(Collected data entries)
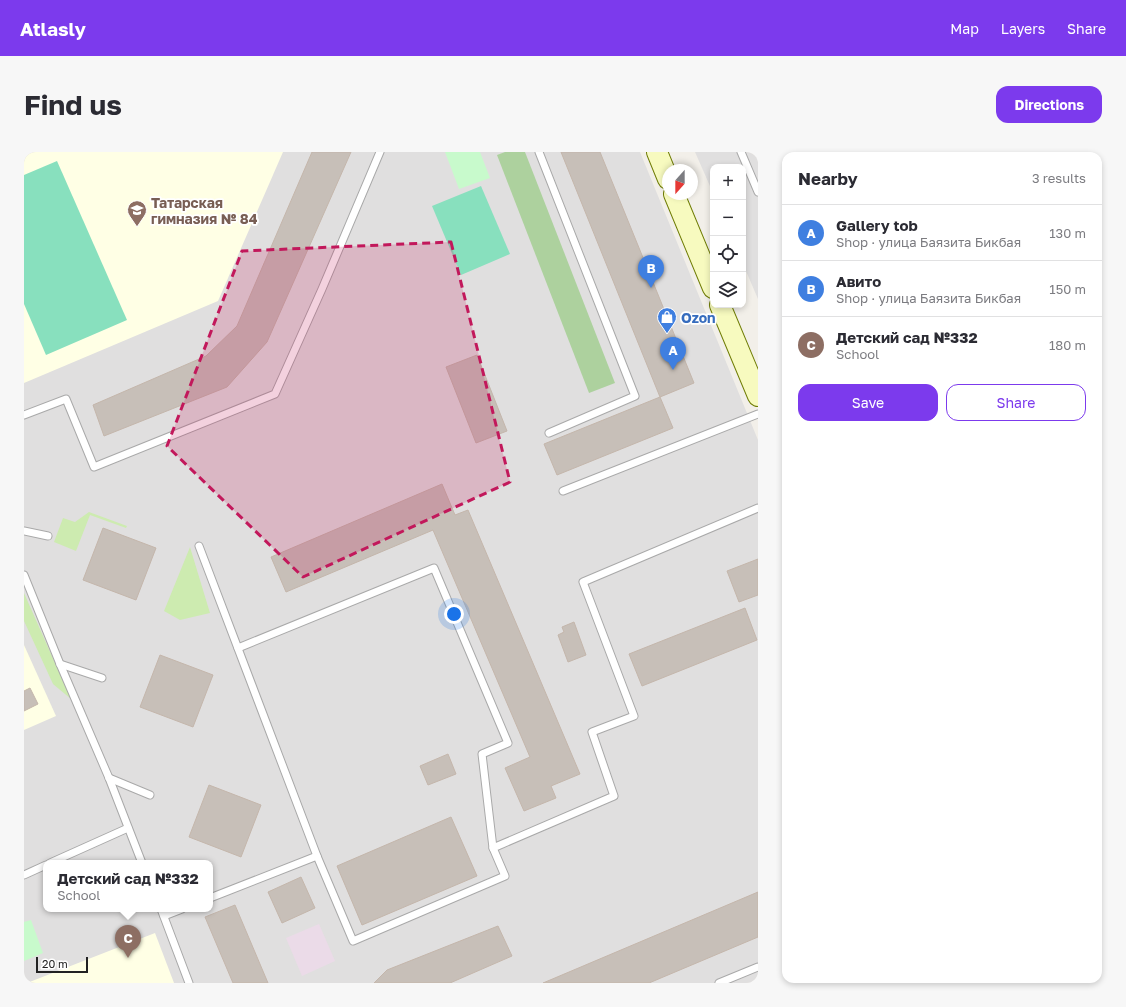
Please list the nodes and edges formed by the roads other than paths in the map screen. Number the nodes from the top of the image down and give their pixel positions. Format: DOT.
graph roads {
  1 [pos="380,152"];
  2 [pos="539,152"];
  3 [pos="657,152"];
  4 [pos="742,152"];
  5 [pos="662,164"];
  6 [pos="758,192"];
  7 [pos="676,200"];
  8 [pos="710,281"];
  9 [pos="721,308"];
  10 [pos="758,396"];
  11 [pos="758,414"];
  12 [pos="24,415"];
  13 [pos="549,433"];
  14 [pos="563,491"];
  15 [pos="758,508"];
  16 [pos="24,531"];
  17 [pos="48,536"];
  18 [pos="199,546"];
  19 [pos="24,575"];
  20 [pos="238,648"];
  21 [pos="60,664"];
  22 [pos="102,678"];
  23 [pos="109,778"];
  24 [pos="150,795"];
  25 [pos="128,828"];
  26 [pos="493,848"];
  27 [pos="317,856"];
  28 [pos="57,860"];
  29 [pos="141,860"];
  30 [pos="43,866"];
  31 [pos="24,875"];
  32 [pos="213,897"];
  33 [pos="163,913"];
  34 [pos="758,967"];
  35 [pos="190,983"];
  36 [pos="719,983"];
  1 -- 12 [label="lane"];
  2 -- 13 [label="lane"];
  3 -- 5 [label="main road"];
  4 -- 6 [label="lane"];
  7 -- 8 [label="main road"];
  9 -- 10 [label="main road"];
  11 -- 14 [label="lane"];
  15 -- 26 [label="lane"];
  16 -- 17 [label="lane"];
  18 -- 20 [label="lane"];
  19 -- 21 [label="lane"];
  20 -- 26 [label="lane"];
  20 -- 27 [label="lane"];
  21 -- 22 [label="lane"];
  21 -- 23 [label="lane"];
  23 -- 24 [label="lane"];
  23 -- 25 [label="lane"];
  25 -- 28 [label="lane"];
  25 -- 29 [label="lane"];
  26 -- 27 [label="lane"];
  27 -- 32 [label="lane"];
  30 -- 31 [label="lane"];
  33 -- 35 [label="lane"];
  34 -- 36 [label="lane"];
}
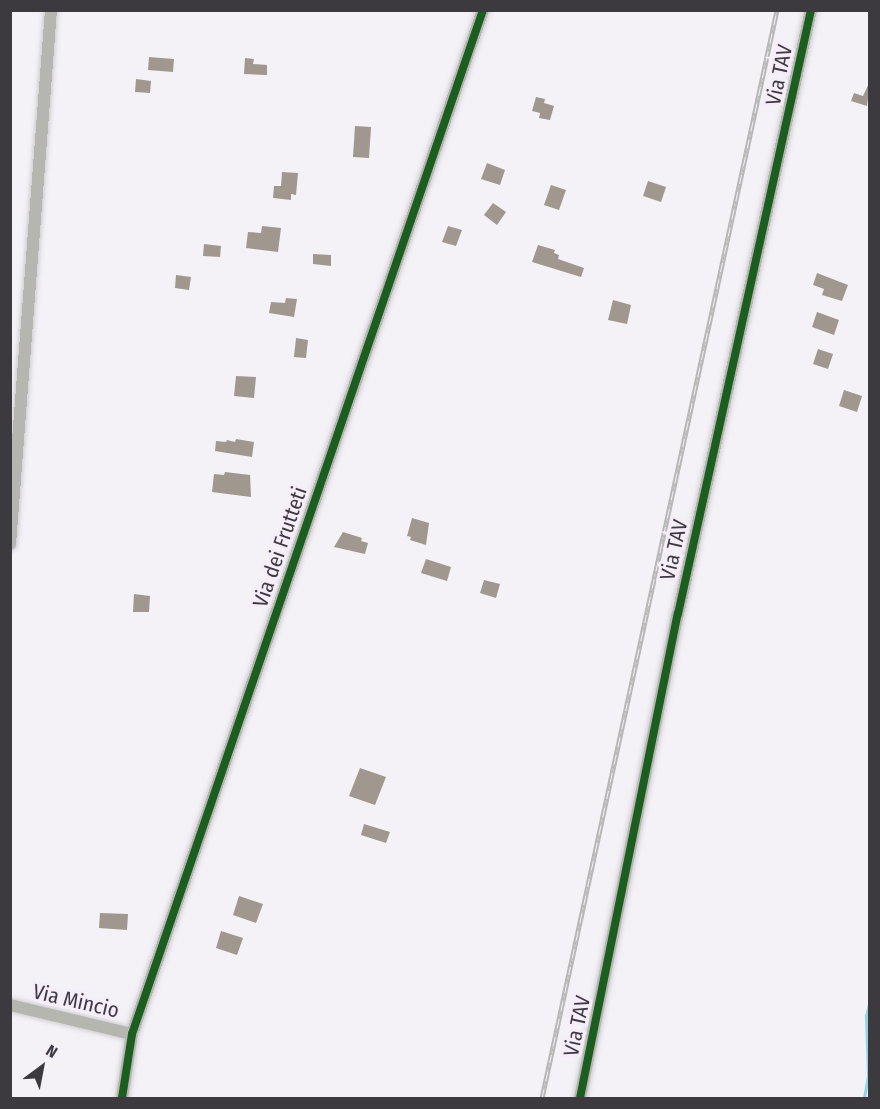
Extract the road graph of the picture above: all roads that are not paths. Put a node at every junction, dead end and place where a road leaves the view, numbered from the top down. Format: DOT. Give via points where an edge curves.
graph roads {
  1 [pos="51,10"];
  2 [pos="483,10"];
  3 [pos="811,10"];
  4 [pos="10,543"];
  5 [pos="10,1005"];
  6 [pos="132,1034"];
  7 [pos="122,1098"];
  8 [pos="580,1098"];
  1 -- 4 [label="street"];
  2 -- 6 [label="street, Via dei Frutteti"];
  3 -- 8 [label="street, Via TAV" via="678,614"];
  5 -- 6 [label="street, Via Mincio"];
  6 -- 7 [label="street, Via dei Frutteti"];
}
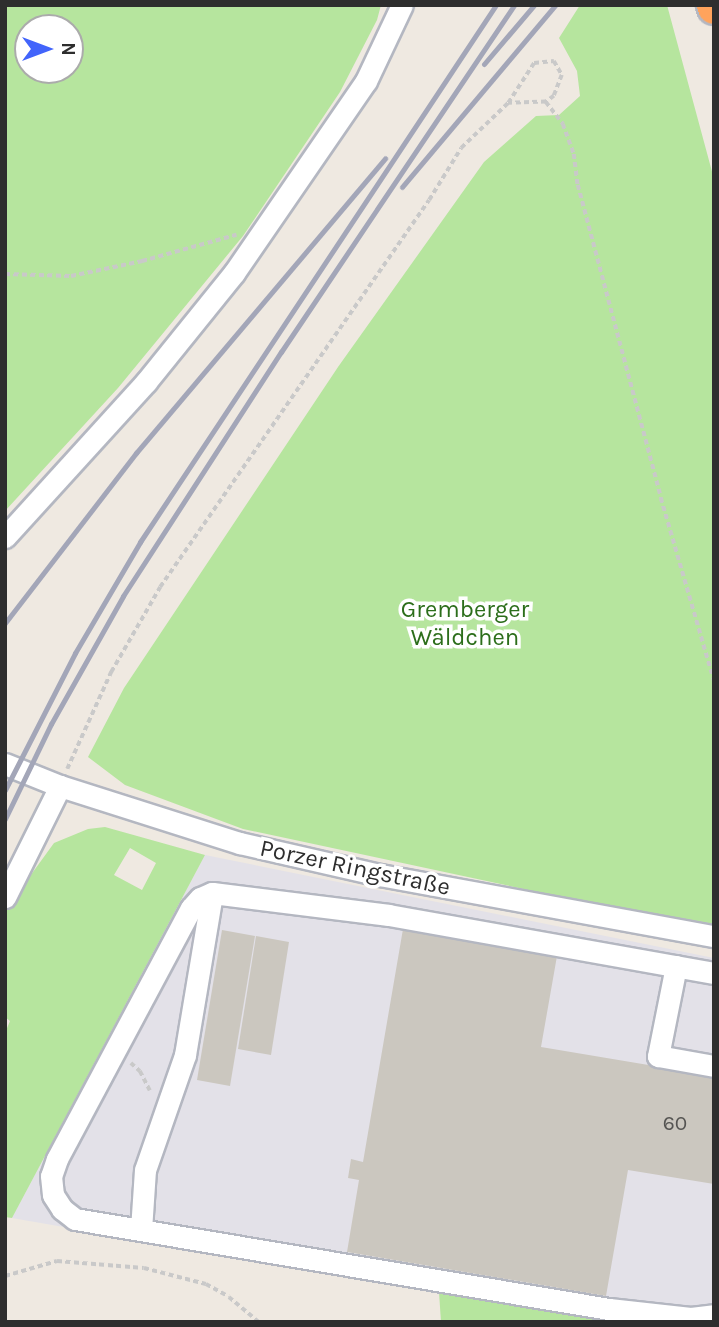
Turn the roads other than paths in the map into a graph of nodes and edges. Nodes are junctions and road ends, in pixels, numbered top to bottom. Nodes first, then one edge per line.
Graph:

_AIM OF THE EXERCISE_.
Write out all the entries again, word for word, and print no images.

_EXERCISE RESPONSE_.
Please list the nodes and edges formed by the roads other than paths in the map screen. Number the nodes from the top of the image down and give their pixel positions. Format: DOT.
graph roads {
  1 [pos="380,152"];
  2 [pos="539,152"];
  3 [pos="657,152"];
  4 [pos="742,152"];
  5 [pos="662,164"];
  6 [pos="758,192"];
  7 [pos="676,200"];
  8 [pos="710,281"];
  9 [pos="721,308"];
  10 [pos="758,396"];
  11 [pos="758,414"];
  12 [pos="24,415"];
  13 [pos="549,433"];
  14 [pos="563,491"];
  15 [pos="758,508"];
  16 [pos="24,531"];
  17 [pos="48,536"];
  18 [pos="199,546"];
  19 [pos="24,575"];
  20 [pos="238,648"];
  21 [pos="60,664"];
  22 [pos="102,678"];
  23 [pos="109,778"];
  24 [pos="150,795"];
  25 [pos="128,828"];
  26 [pos="493,848"];
  27 [pos="317,856"];
  28 [pos="57,860"];
  29 [pos="141,860"];
  30 [pos="43,866"];
  31 [pos="24,875"];
  32 [pos="213,897"];
  33 [pos="163,913"];
  34 [pos="758,967"];
  35 [pos="190,983"];
  36 [pos="719,983"];
  1 -- 12 [label="lane"];
  2 -- 13 [label="lane"];
  3 -- 5 [label="main road"];
  4 -- 6 [label="lane"];
  7 -- 8 [label="main road"];
  9 -- 10 [label="main road"];
  11 -- 14 [label="lane"];
  15 -- 26 [label="lane"];
  16 -- 17 [label="lane"];
  18 -- 20 [label="lane"];
  19 -- 21 [label="lane"];
  20 -- 26 [label="lane"];
  20 -- 27 [label="lane"];
  21 -- 22 [label="lane"];
  21 -- 23 [label="lane"];
  23 -- 24 [label="lane"];
  23 -- 25 [label="lane"];
  25 -- 28 [label="lane"];
  25 -- 29 [label="lane"];
  26 -- 27 [label="lane"];
  27 -- 32 [label="lane"];
  30 -- 31 [label="lane"];
  33 -- 35 [label="lane"];
  34 -- 36 [label="lane"];
}
Extract the road graph of the picture above: all roads that are not paths. Put a node at every junction, dead end and place where a road leaves the view, numbered from the top down. Format: DOT. Give via points where an edge curves.
graph roads {
  1 [pos="51,10"];
  2 [pos="483,10"];
  3 [pos="811,10"];
  4 [pos="10,543"];
  5 [pos="10,1005"];
  6 [pos="132,1034"];
  7 [pos="122,1098"];
  8 [pos="580,1098"];
  1 -- 4 [label="street"];
  2 -- 6 [label="street, Via dei Frutteti"];
  3 -- 8 [label="street, Via TAV" via="678,614"];
  5 -- 6 [label="street, Via Mincio"];
  6 -- 7 [label="street, Via dei Frutteti"];
}
Turn the roads other than paths in the map into a graph of nodes and edges. Nodes are junctions and road ends, in pixels, numbered top to bottom. Nodes first, then one edge per line.
Graph:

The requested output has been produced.